[Excerpts from a dataset]
————————

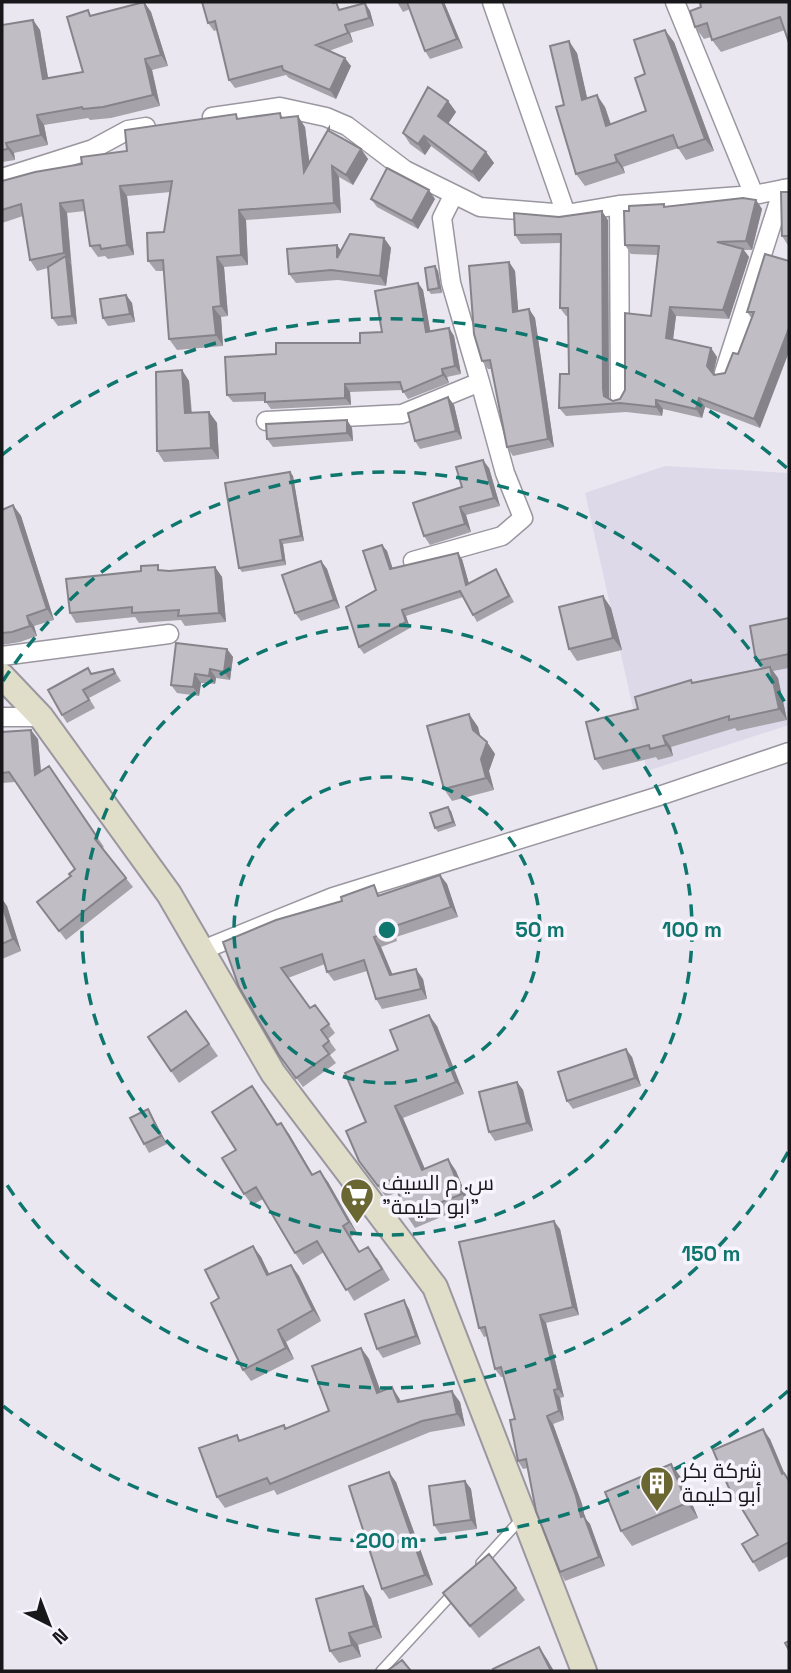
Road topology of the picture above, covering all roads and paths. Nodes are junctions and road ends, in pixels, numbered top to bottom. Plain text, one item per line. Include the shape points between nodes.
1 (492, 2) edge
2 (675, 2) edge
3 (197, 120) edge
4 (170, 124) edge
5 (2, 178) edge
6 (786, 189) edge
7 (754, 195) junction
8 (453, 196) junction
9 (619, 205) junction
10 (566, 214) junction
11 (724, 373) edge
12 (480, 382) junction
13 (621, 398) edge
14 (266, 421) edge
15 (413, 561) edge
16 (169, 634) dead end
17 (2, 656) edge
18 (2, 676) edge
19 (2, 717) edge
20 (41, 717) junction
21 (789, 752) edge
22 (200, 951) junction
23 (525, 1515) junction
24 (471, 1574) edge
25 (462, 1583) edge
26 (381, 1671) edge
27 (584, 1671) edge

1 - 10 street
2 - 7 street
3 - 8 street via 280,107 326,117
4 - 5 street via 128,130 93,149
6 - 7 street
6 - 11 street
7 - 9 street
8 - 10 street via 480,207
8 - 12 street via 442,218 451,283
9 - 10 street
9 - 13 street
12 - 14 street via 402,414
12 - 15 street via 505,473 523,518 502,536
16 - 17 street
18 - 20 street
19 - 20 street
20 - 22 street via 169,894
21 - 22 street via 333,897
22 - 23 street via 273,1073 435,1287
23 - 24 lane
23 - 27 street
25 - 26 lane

————————

• [The task] Repeat every entry above word for word, and include no pictures.

• [Response]
Road topology of the picture above, covering all roads and paths. Nodes are junctions and road ends, in pixels, numbered top to bottom. Plain text, one item per line. Include the shape points between nodes.
1 (492, 2) edge
2 (675, 2) edge
3 (197, 120) edge
4 (170, 124) edge
5 (2, 178) edge
6 (786, 189) edge
7 (754, 195) junction
8 (453, 196) junction
9 (619, 205) junction
10 (566, 214) junction
11 (724, 373) edge
12 (480, 382) junction
13 (621, 398) edge
14 (266, 421) edge
15 (413, 561) edge
16 (169, 634) dead end
17 (2, 656) edge
18 (2, 676) edge
19 (2, 717) edge
20 (41, 717) junction
21 (789, 752) edge
22 (200, 951) junction
23 (525, 1515) junction
24 (471, 1574) edge
25 (462, 1583) edge
26 (381, 1671) edge
27 (584, 1671) edge

1 - 10 street
2 - 7 street
3 - 8 street via 280,107 326,117
4 - 5 street via 128,130 93,149
6 - 7 street
6 - 11 street
7 - 9 street
8 - 10 street via 480,207
8 - 12 street via 442,218 451,283
9 - 10 street
9 - 13 street
12 - 14 street via 402,414
12 - 15 street via 505,473 523,518 502,536
16 - 17 street
18 - 20 street
19 - 20 street
20 - 22 street via 169,894
21 - 22 street via 333,897
22 - 23 street via 273,1073 435,1287
23 - 24 lane
23 - 27 street
25 - 26 lane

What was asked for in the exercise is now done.